WHAT YOU NEED TO DO
Check every line in the records below for the word "Write" and report how many have it, nothing more.

Dataset entries:
:::
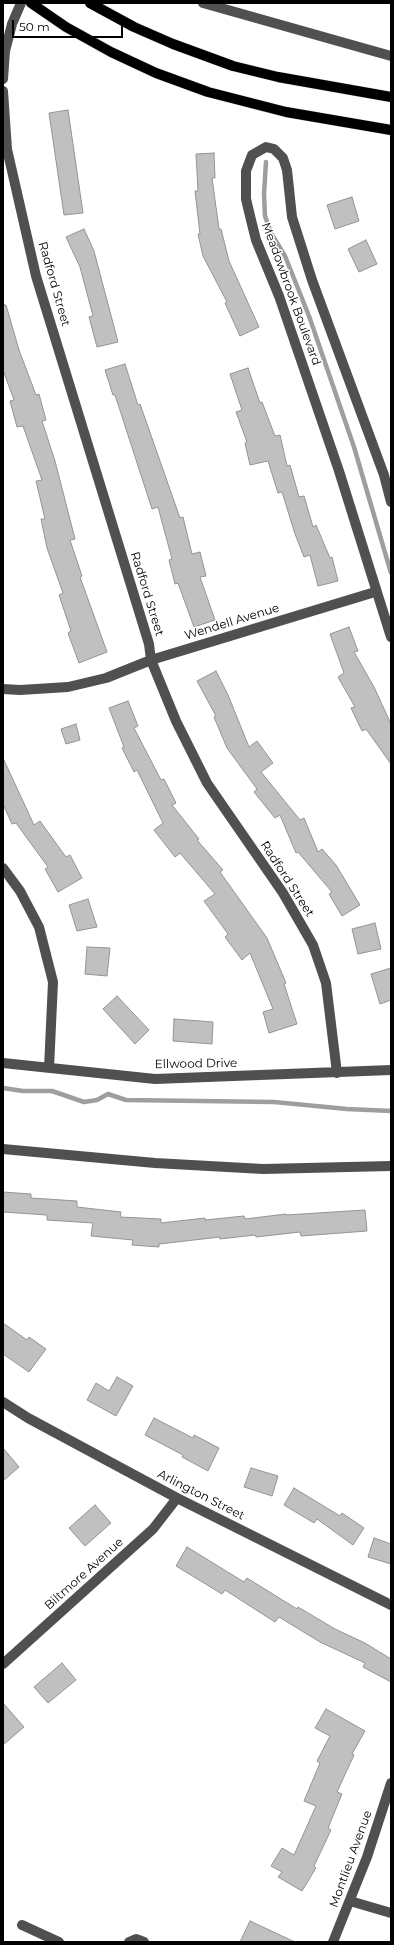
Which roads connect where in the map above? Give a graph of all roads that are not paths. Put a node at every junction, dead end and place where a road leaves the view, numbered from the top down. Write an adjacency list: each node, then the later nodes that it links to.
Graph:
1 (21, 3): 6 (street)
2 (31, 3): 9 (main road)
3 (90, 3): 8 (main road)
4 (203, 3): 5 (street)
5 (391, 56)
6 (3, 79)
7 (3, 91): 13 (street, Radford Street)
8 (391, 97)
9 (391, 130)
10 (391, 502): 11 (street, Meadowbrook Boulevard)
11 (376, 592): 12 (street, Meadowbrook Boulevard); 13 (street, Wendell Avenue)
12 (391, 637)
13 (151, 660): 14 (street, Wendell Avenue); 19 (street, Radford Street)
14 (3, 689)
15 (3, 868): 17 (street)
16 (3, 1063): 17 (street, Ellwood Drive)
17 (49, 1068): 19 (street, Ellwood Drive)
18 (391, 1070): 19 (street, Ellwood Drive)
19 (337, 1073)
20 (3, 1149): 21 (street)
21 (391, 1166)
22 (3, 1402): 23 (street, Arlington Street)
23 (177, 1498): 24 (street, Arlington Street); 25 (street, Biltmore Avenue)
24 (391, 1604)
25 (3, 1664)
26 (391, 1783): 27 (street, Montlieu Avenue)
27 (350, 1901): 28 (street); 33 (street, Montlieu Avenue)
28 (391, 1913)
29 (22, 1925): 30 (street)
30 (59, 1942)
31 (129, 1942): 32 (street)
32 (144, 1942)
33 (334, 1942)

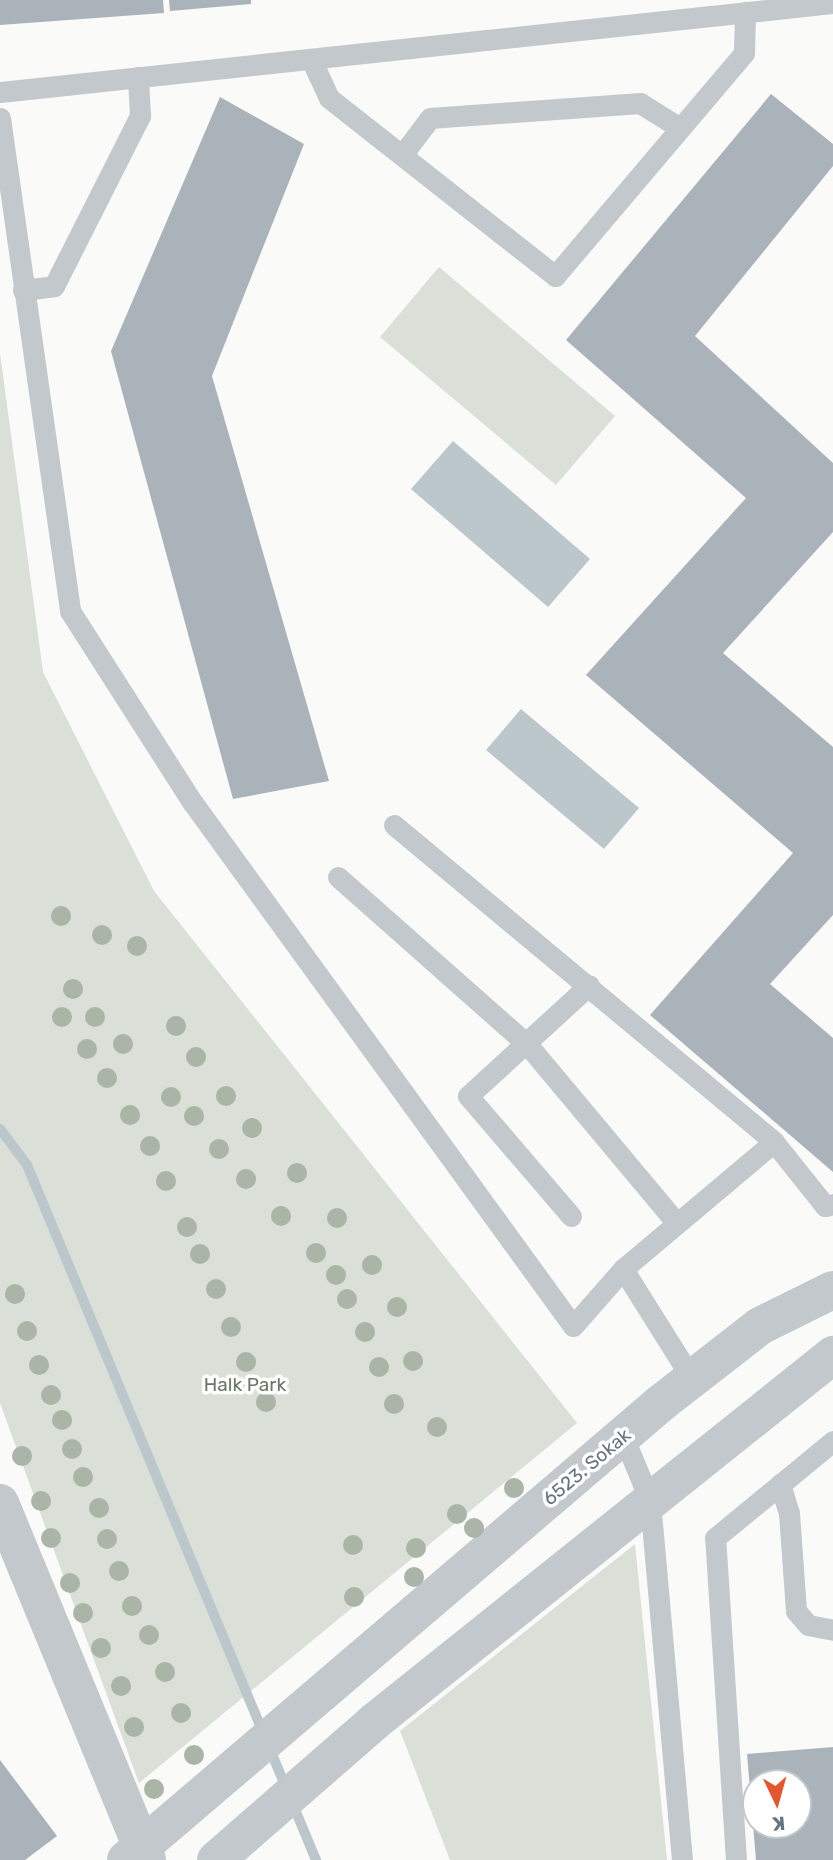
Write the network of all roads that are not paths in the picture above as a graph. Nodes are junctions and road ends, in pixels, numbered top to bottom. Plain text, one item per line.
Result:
:::
SOLUTION TO THIS PROBLEM
2